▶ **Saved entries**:

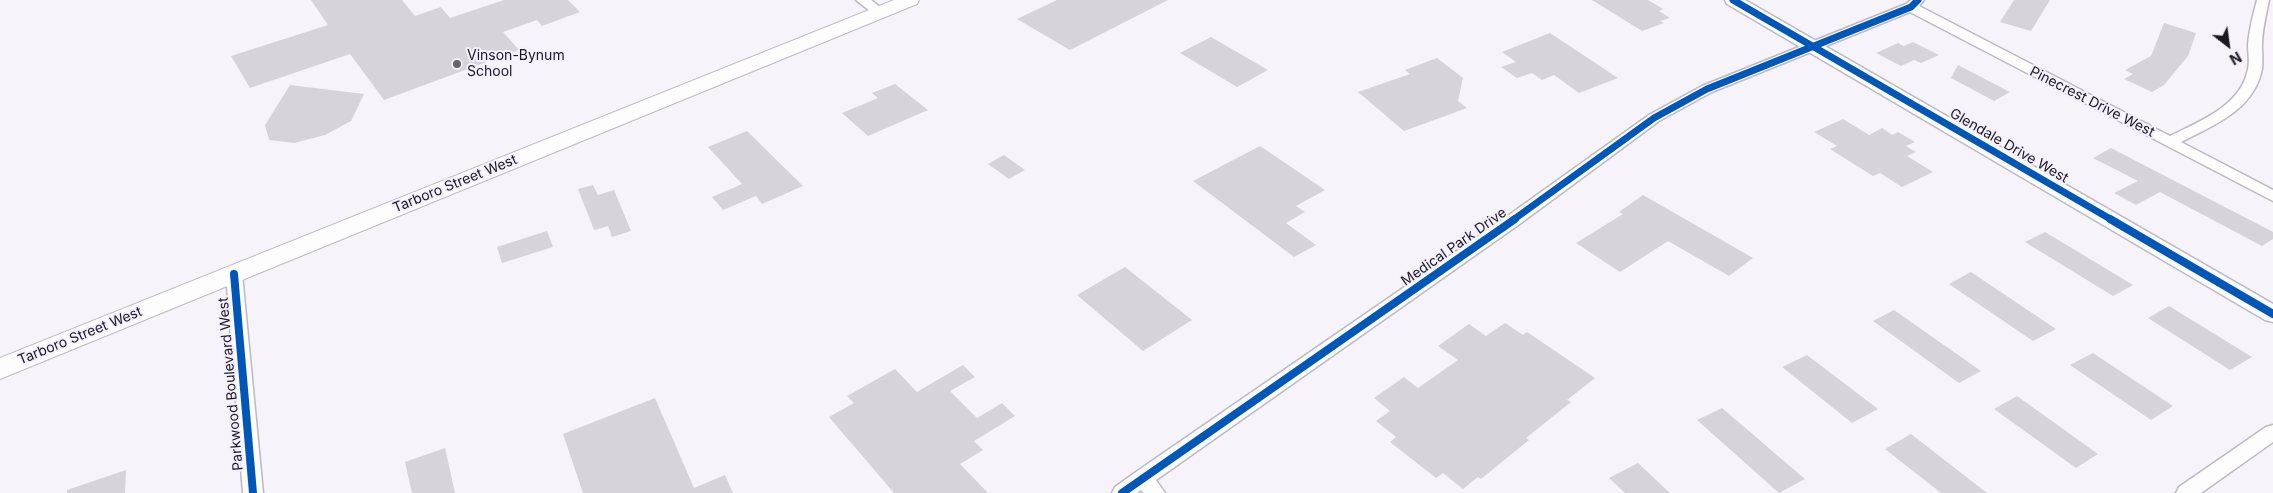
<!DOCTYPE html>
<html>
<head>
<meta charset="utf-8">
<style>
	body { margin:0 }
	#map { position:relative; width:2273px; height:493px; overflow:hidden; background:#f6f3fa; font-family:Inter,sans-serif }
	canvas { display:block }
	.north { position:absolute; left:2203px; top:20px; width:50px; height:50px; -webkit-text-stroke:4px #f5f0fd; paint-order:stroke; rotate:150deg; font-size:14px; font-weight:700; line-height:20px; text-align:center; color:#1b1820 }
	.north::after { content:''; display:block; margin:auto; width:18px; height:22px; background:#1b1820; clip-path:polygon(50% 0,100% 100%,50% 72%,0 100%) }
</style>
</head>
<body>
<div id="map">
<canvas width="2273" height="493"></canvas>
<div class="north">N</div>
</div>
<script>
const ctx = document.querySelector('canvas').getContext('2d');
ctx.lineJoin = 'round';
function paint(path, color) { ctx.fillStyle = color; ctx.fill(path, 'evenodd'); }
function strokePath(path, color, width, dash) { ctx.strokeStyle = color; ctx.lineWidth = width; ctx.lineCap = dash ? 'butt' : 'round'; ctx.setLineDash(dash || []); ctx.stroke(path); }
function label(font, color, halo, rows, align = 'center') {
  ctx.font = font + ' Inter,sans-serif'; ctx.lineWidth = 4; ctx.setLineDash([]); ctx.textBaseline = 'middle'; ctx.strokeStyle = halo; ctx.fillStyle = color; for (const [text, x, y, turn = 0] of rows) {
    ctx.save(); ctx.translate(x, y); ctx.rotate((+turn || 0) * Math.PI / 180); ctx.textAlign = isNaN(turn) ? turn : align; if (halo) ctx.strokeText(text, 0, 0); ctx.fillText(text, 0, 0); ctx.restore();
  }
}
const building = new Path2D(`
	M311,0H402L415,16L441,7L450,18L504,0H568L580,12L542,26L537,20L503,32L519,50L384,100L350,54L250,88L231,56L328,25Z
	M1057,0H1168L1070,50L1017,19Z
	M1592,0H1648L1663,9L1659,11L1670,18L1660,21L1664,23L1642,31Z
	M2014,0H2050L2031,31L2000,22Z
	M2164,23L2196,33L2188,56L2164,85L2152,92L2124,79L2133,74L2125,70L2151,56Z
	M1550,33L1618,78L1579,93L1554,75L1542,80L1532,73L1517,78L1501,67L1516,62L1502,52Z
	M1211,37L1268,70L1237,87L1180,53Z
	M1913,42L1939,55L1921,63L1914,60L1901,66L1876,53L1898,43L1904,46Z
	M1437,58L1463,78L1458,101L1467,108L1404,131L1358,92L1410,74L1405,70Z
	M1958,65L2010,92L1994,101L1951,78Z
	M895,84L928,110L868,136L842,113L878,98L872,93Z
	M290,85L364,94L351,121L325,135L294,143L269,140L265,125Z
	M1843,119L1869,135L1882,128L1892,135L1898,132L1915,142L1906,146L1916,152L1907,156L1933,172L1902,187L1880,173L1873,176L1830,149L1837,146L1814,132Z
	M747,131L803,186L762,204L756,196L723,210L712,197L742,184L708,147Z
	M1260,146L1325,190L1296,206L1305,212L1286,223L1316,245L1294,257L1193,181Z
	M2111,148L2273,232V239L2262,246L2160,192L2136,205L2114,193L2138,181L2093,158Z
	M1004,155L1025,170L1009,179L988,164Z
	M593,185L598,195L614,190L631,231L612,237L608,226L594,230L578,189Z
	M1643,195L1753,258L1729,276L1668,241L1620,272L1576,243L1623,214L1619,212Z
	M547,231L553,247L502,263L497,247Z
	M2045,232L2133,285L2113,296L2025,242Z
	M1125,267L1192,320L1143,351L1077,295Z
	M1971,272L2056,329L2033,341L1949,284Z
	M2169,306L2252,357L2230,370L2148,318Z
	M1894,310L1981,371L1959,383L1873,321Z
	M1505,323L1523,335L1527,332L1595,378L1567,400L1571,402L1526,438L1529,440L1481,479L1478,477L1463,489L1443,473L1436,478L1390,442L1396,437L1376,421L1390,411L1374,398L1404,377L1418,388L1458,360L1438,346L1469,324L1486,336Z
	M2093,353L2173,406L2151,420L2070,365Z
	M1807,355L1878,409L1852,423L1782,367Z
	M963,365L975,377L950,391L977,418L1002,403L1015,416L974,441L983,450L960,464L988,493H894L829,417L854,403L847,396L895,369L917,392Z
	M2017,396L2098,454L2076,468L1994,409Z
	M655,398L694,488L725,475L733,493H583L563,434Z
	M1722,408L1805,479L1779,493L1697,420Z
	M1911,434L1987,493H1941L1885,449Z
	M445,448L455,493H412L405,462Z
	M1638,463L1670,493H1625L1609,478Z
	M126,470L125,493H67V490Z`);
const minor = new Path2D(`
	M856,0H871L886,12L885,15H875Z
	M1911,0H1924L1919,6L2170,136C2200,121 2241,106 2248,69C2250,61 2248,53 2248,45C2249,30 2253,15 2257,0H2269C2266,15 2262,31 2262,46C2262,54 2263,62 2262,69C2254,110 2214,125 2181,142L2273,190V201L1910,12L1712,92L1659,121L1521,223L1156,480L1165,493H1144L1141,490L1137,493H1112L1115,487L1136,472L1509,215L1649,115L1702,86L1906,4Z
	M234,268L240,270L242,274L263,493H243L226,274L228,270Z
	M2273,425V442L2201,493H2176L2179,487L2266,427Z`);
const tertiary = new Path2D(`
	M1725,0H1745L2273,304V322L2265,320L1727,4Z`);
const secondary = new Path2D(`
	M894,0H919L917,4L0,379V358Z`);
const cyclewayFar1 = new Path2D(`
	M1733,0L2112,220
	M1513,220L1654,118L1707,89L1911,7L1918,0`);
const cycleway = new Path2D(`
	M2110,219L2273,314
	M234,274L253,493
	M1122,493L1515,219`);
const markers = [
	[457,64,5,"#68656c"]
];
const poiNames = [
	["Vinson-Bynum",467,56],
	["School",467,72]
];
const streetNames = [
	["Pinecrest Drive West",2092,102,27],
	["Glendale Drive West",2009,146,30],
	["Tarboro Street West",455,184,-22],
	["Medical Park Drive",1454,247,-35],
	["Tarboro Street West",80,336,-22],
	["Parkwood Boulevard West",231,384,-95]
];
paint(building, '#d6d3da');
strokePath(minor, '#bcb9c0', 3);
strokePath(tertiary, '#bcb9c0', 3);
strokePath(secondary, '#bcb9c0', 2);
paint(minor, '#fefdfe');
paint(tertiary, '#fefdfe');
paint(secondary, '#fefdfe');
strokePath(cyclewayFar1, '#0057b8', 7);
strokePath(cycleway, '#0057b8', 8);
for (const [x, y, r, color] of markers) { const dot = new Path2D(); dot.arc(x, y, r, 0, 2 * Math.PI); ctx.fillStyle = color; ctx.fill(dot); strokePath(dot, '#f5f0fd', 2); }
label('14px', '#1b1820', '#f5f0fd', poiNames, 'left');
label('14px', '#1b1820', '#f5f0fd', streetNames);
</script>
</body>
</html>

▶ **Prompt**:
Set down exactly the lines of the data above, beginning with the line that has "function paint(path, color)" and ending with the line that has "function label(font, color, halo, rows, align", and no others.

▶ **Written response**:
function paint(path, color) { ctx.fillStyle = color; ctx.fill(path, 'evenodd'); }
function strokePath(path, color, width, dash) { ctx.strokeStyle = color; ctx.lineWidth = width; ctx.lineCap = dash ? 'butt' : 'round'; ctx.setLineDash(dash || []); ctx.stroke(path); }
function label(font, color, halo, rows, align = 'center') {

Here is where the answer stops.